Judge Kern then addressed other justifications provided by the State of Oklahoma for the marriage ban: “(1) encouraging responsible procreation and child-rearing; (2) steering naturally procreative relationships into stable unions; (3) promoting ‘the ideal that children be raised by both a mother and a father in a stable family unit;’ and (4) avoiding a redefinition of marriage that would ‘necessarily change the institution and could have serious unintended consequences.'” Kern dealt with those arguments’ pretty directly, and they are a joy to read.

Let’s take them one at a time. Point 1, that banning marriage equality somehow encourages “responsible procreation and child-rearing”:

First, the wealth of scholarly articles in this section of Smith’s brief, which range from William Blackstone to John Locke, simply demonstrate that state-recognized marriages developed in part as a means of encouraging and incentivizing procreation within marriage. … These articles do not provide what is necessary in an equal protection case – that is, a link between the legal classification now being drawn by Part A against same-sex couples and a historical state objective of encouraging procreation to occur within marriage. Traditional exclusion of the disadvantaged group from state-sanctioned marriage does not itself evidence a rational link to the identified goal of promoting responsible procreation within marriage…
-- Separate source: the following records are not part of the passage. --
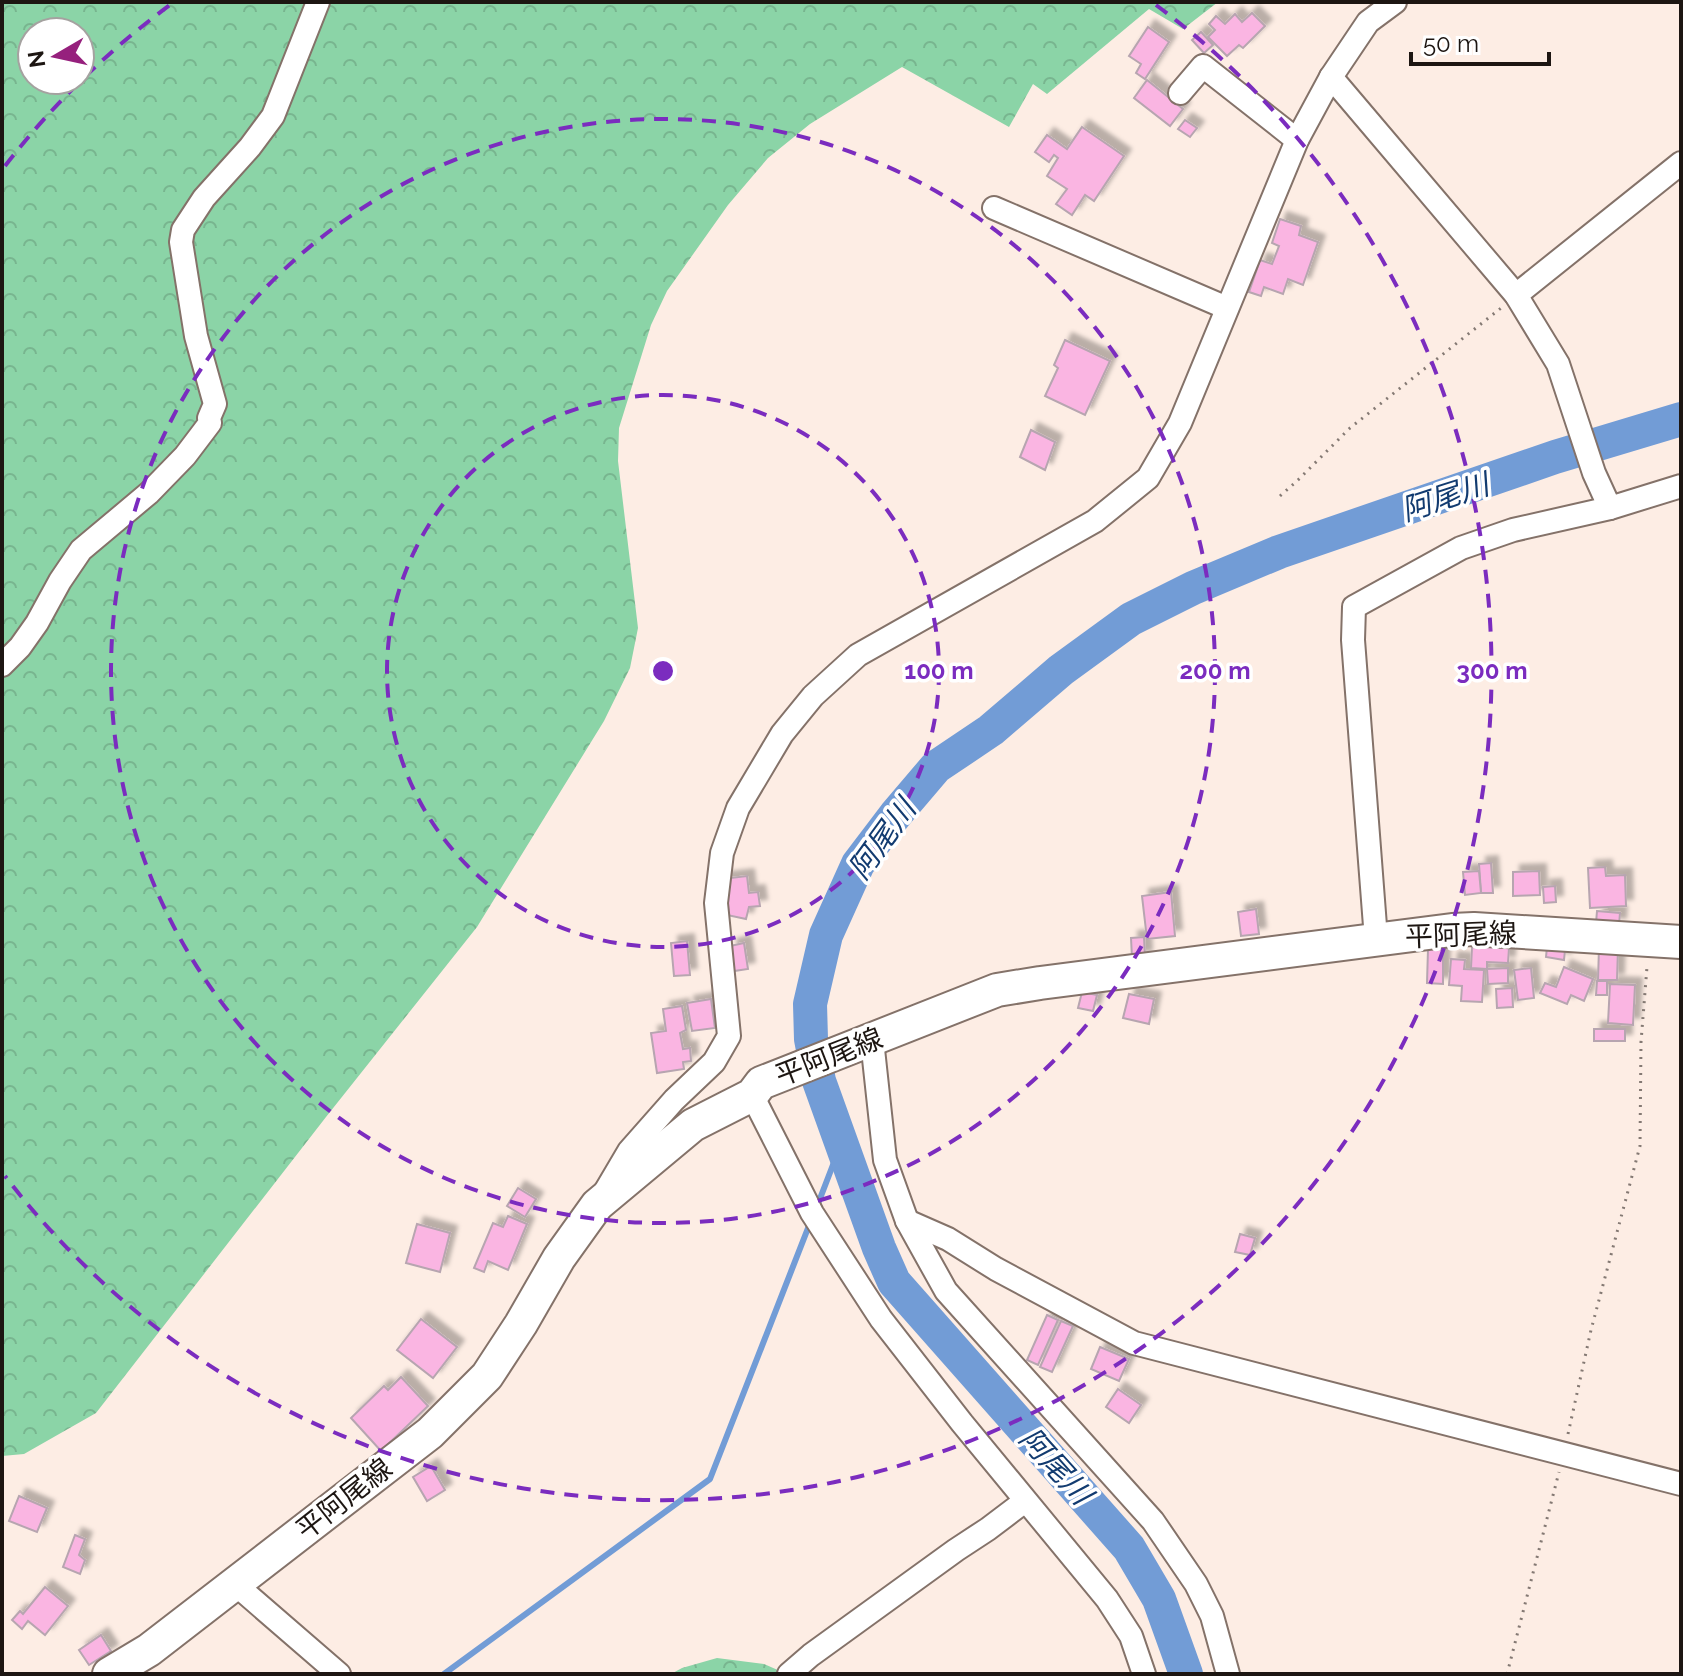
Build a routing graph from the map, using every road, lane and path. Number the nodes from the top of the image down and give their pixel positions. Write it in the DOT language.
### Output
graph roads {
  1 [pos="318,2"];
  2 [pos="1395,2"];
  3 [pos="1331,77"];
  4 [pos="1180,93"];
  5 [pos="1297,140"];
  6 [pos="1681,163"];
  7 [pos="994,208"];
  8 [pos="1516,295"];
  9 [pos="1227,308"];
  10 [pos="1681,486"];
  11 [pos="1280,496"];
  12 [pos="1610,508"];
  13 [pos="2,665"];
  14 [pos="1376,939"];
  15 [pos="1648,940"];
  16 [pos="1681,942"];
  17 [pos="866,1042"];
  18 [pos="756,1089"];
  19 [pos="597,1205"];
  20 [pos="907,1221"];
  21 [pos="1564,1454"];
  22 [pos="1681,1484"];
  23 [pos="1025,1501"];
  24 [pos="235,1584"];
  25 [pos="109,1674"];
  26 [pos="339,1674"];
  27 [pos="789,1674"];
  28 [pos="1144,1674"];
  29 [pos="1228,1674"];
  30 [pos="1507,1674"];
  1 -- 13 [label="street"];
  2 -- 3 [label="street"];
  3 -- 5 [label="street"];
  3 -- 8 [label="street"];
  4 -- 5 [label="street"];
  5 -- 9 [label="street"];
  6 -- 8 [label="street"];
  7 -- 9 [label="street"];
  8 -- 11 [label="path"];
  8 -- 12 [label="street"];
  9 -- 19 [label="street"];
  10 -- 12 [label="street"];
  12 -- 14 [label="street"];
  14 -- 15 [label="main road, 平阿尾線"];
  14 -- 17 [label="main road, 平阿尾線"];
  15 -- 16 [label="main road, 平阿尾線"];
  15 -- 21 [label="path"];
  17 -- 18 [label="main road, 平阿尾線"];
  17 -- 20 [label="street"];
  18 -- 19 [label="main road, 平阿尾線"];
  18 -- 23 [label="street"];
  19 -- 24 [label="main road, 平阿尾線"];
  20 -- 21 [label="street"];
  20 -- 29 [label="street"];
  21 -- 22 [label="street"];
  21 -- 30 [label="path"];
  23 -- 27 [label="street"];
  23 -- 28 [label="street"];
  24 -- 25 [label="main road, 平阿尾線"];
  24 -- 26 [label="street"];
}
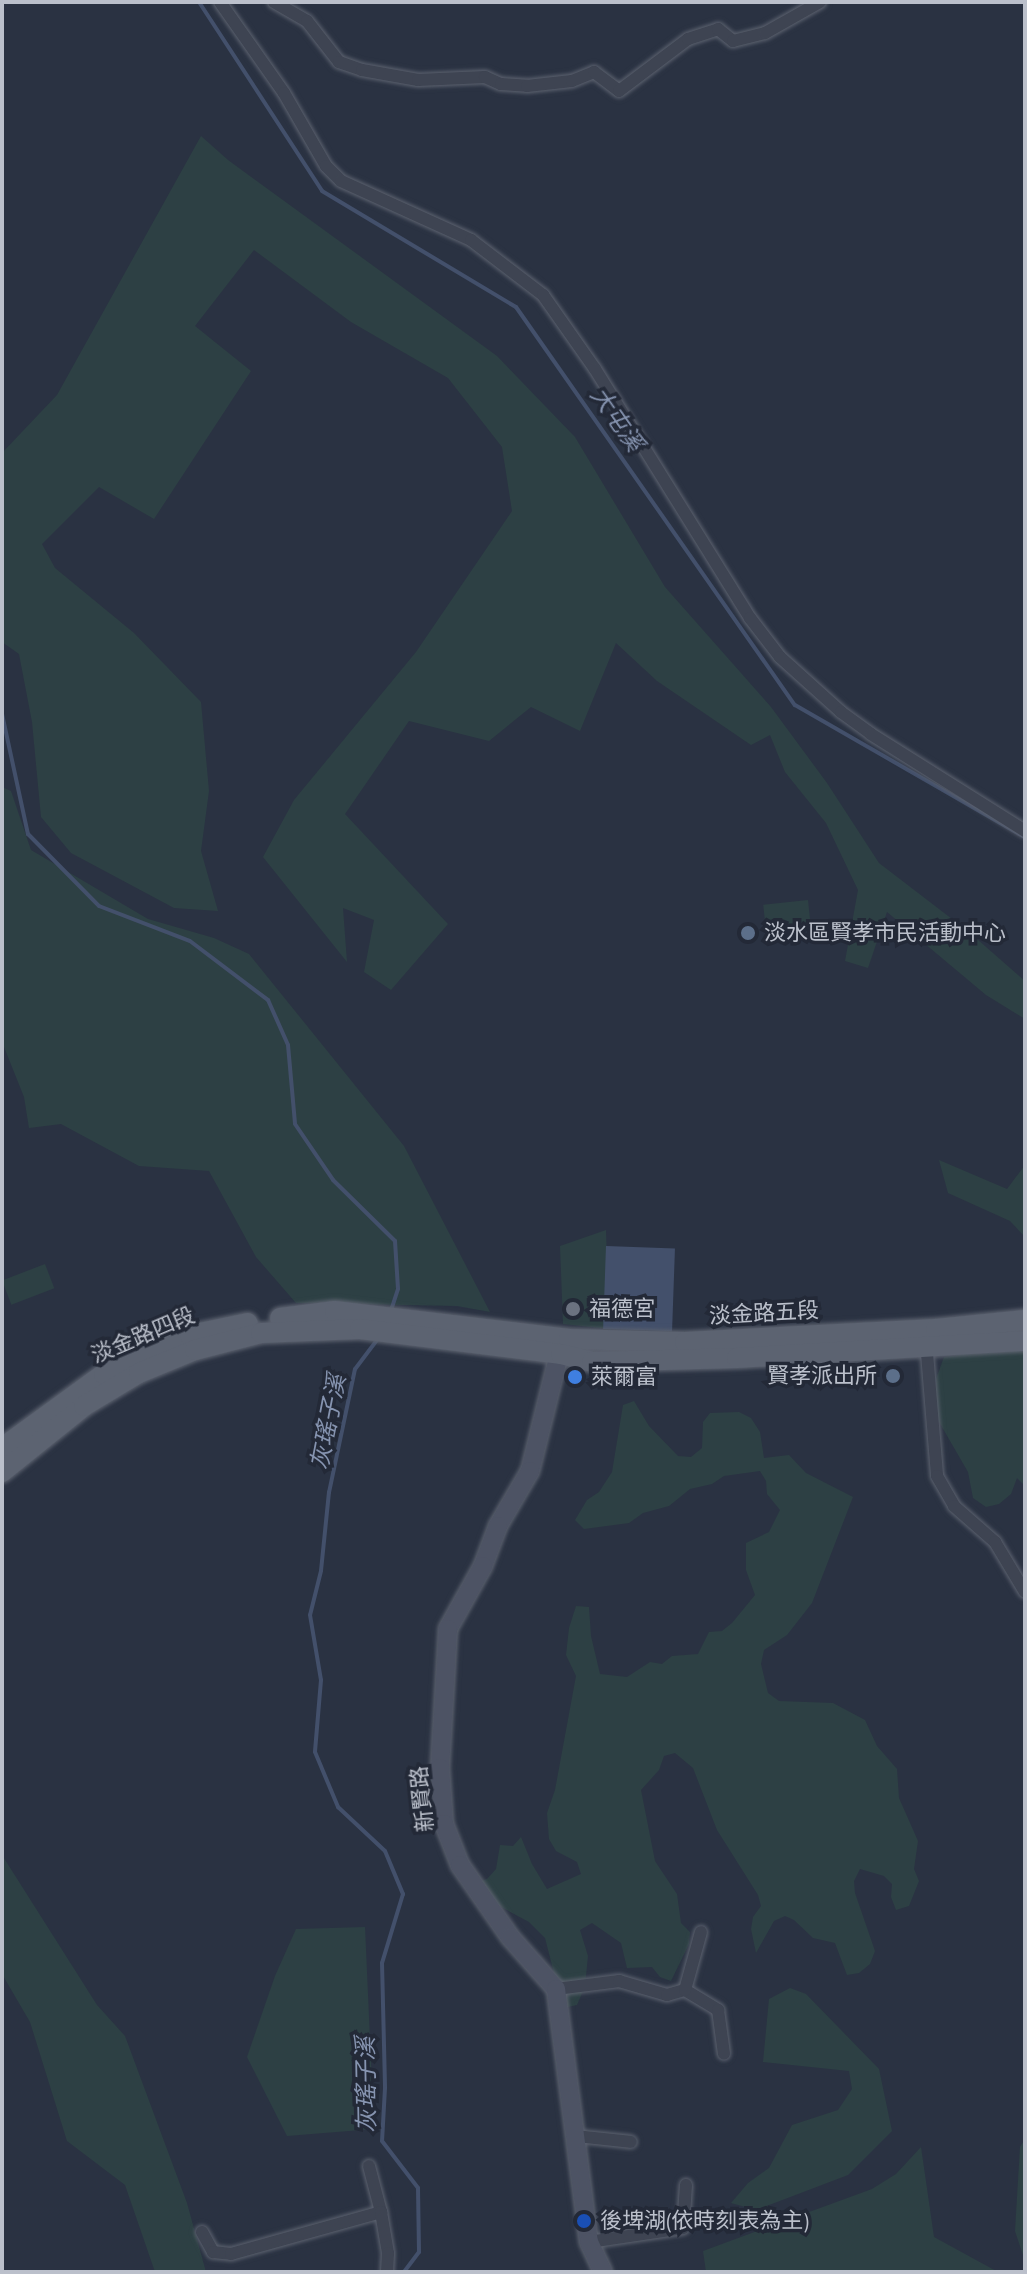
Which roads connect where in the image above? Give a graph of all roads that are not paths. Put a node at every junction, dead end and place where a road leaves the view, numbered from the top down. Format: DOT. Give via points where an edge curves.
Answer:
graph roads {
  1 [pos="220,2"];
  2 [pos="274,2"];
  3 [pos="820,2"];
  4 [pos="1025,831"];
  5 [pos="1025,1320"];
  6 [pos="365,1322"];
  7 [pos="411,1326"];
  8 [pos="925,1339"];
  9 [pos="1025,1341"];
  10 [pos="562,1346"];
  11 [pos="2,1448"];
  12 [pos="2,1472"];
  13 [pos="1025,1592"];
  14 [pos="701,1932"];
  15 [pos="556,1989"];
  16 [pos="685,1990"];
  17 [pos="724,2054"];
  18 [pos="576,2136"];
  19 [pos="631,2142"];
  20 [pos="369,2166"];
  21 [pos="686,2185"];
  22 [pos="381,2212"];
  23 [pos="202,2232"];
  24 [pos="589,2242"];
  25 [pos="387,2272"];
  26 [pos="603,2272"];
  1 -- 4 [label="street" via="284,93 326,166 341,181 471,240 543,295 780,657 861,727"];
  2 -- 3 [label="street" via="307,21 339,62 362,70 418,80 485,77 527,86 572,81 594,72 619,91 688,39 718,29 733,41 765,33"];
  5 -- 8 [label="main road, 淡金路五段"];
  6 -- 7 [label="main road"];
  6 -- 11 [label="main road, 淡金路四段" via="335,1311 190,1335 104,1374"];
  6 -- 12 [label="main road, 淡金路四段" via="261,1333 195,1350 139,1373 84,1406"];
  7 -- 10 [label="main road"];
  7 -- 10 [label="main road, 淡金路五段" via="506,1330"];
  8 -- 9 [label="main road, 淡金路五段"];
  8 -- 10 [label="main road, 淡金路五段"];
  8 -- 13 [label="street" via="937,1476 954,1506 995,1542"];
  10 -- 15 [label="street, 新賢路" via="530,1471 448,1629 440,1768 444,1824 460,1865 510,1937"];
  14 -- 16 [label="street"];
  15 -- 16 [label="street" via="619,1981 667,1995"];
  15 -- 18 [label="street"];
  16 -- 17 [label="street" via="718,2010"];
  18 -- 19 [label="street"];
  18 -- 24 [label="street"];
  20 -- 22 [label="street"];
  21 -- 24 [label="street" via="683,2228"];
  22 -- 23 [label="street" via="231,2254 213,2252"];
  22 -- 25 [label="street"];
  24 -- 26 [label="street"];
}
During oral arguments in Hollingsworth, Justice Scalia asked Mr. Theodore Olson, counsel for the proponents of Proposition 8, when it became unconstitutional “to exclude homosexual couples from marriage.” …Mr. Olson responded with the rhetorical question of when did it become unconstitutional “to prohibit interracial marriage” or “assign children to separate schools.” As demonstrated by Mr. Olson’s response, the mere fact that an exclusion has occurred in the past (without constitutional problem) does not mean that such exclusion is constitutional when challenged at a particular moment in history. This Court has an obligation to consider whether an exclusion, although historical, violates the constitutional rights of Oklahoma citizens.

…Second, there is no rational link between excluding same-sex couples from marriage and the goals of encouraging “responsible procreation” among the “naturally procreative” and/or steering the “naturally procreative” toward marriage. Civil marriage in Oklahoma does not have any procreative prerequisites. Permitting same-sex couples to receive a marriage license does not harm, erode, or somehow water-down the “procreative” origins of the marriage institution, any more than marriages of couples who cannot “naturally procreate” or do not ever wish to “naturally procreate.” …

…Same-sex couples are being subjected to a “naturally procreative” requirement to which no other Oklahoma citizens are subjected, including the infertile, the elderly, and those who simply do not wish to ever procreate. Rationality review has a limit, and this well exceeds it.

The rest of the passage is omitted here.